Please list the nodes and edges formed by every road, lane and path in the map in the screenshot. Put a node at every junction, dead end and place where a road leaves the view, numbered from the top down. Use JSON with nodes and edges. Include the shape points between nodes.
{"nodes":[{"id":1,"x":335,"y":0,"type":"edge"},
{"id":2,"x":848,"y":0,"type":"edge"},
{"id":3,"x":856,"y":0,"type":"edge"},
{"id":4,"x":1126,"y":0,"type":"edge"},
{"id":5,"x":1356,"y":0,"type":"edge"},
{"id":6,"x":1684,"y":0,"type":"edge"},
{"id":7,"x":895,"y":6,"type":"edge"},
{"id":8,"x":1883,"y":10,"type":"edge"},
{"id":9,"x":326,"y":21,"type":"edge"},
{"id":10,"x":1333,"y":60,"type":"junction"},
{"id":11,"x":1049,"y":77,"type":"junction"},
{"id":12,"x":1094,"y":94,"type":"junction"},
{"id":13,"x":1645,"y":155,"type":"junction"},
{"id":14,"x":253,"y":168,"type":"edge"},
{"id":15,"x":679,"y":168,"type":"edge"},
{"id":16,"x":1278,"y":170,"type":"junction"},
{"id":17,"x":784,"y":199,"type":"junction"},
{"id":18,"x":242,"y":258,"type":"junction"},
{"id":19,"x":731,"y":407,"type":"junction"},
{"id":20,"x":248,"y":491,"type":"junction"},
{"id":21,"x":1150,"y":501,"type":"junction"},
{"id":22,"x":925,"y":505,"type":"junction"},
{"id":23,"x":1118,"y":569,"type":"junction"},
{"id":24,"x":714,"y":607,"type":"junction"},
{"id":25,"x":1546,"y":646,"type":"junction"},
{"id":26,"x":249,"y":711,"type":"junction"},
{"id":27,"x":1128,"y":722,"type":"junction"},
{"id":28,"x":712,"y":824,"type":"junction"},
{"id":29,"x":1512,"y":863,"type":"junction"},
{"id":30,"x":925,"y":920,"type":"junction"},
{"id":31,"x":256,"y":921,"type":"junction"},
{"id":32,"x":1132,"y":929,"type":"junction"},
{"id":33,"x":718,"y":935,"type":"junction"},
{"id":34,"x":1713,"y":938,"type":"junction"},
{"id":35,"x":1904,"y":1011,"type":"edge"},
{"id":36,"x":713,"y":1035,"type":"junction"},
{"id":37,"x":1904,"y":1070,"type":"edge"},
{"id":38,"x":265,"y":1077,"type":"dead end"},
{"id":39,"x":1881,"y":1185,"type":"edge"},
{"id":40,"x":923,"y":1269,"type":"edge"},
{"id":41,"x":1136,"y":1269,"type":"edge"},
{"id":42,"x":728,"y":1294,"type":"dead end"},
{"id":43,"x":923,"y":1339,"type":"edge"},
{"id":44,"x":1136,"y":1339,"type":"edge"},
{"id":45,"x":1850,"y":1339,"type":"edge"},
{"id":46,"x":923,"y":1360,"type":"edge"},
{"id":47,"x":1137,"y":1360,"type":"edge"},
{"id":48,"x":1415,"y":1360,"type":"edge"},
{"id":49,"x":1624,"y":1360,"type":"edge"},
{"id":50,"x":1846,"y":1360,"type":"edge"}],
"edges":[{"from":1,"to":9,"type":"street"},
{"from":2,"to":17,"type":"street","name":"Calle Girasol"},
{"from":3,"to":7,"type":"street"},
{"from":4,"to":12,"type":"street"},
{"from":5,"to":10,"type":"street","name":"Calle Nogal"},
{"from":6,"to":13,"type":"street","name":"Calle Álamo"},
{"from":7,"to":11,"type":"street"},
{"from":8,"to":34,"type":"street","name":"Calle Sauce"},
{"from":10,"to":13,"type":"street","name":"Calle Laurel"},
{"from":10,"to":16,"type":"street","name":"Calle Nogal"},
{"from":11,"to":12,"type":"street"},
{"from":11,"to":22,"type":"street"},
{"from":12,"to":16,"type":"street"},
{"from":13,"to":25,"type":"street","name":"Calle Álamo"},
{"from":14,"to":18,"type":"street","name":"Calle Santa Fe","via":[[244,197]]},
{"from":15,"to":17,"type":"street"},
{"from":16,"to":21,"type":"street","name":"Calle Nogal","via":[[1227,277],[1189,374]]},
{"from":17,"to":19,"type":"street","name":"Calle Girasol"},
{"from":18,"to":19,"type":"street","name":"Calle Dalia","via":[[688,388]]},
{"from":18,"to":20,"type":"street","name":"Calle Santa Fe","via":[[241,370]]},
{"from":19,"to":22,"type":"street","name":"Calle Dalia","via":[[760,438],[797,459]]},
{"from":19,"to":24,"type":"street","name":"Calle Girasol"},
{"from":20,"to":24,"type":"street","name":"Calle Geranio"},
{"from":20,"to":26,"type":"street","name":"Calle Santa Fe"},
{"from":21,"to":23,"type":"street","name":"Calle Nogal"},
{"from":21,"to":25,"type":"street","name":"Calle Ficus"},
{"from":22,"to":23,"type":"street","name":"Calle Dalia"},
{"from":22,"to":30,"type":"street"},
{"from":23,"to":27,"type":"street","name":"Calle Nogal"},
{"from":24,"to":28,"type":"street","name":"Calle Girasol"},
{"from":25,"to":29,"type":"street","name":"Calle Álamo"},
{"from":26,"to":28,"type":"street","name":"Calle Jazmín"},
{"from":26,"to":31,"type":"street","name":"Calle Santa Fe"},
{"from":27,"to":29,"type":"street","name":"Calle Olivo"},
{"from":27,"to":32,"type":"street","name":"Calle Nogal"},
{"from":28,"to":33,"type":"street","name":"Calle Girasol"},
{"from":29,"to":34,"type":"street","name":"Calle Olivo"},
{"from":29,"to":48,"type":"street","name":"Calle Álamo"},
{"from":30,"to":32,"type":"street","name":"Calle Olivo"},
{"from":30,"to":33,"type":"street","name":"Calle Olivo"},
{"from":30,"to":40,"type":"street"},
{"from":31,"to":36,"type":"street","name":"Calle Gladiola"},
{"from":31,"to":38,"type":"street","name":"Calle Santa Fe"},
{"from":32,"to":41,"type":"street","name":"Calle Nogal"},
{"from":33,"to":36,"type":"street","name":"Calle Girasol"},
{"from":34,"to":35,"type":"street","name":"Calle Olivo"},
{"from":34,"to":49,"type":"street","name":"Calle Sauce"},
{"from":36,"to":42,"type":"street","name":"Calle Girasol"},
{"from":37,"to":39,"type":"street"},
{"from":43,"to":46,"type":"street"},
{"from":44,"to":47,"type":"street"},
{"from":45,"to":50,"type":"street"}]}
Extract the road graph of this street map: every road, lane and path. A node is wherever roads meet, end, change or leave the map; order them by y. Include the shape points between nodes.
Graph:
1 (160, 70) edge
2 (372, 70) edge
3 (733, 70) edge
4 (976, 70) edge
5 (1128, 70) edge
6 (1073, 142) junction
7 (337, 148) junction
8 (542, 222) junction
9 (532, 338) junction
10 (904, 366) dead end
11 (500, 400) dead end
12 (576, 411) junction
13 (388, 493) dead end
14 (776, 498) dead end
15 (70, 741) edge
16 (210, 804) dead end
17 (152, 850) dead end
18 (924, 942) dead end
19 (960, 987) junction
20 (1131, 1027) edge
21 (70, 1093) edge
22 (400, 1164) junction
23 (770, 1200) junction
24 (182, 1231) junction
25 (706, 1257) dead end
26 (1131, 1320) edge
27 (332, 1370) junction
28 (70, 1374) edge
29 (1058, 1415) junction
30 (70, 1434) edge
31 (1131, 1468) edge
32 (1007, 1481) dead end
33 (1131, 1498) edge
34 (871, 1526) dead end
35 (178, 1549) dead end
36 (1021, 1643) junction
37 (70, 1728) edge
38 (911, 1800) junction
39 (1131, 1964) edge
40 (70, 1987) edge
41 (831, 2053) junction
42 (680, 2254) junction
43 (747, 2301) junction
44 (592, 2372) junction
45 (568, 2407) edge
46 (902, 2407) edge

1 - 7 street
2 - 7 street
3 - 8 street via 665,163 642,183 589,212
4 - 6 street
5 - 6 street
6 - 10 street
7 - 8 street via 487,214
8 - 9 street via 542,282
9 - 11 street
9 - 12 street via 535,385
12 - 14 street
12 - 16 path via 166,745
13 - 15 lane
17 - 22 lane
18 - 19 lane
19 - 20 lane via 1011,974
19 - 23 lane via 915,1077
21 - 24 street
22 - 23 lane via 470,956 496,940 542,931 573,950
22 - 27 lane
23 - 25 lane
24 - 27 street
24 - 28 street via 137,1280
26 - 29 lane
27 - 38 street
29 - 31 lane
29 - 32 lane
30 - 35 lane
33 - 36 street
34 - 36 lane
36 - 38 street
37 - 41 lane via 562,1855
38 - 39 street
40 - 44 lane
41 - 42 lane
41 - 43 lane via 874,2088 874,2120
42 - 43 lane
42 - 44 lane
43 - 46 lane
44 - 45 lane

Task prompt
Copy each line from the data that features the string "Sauce".

Solution to this task
{"from":8,"to":34,"type":"street","name":"Calle Sauce"},
{"from":34,"to":49,"type":"street","name":"Calle Sauce"},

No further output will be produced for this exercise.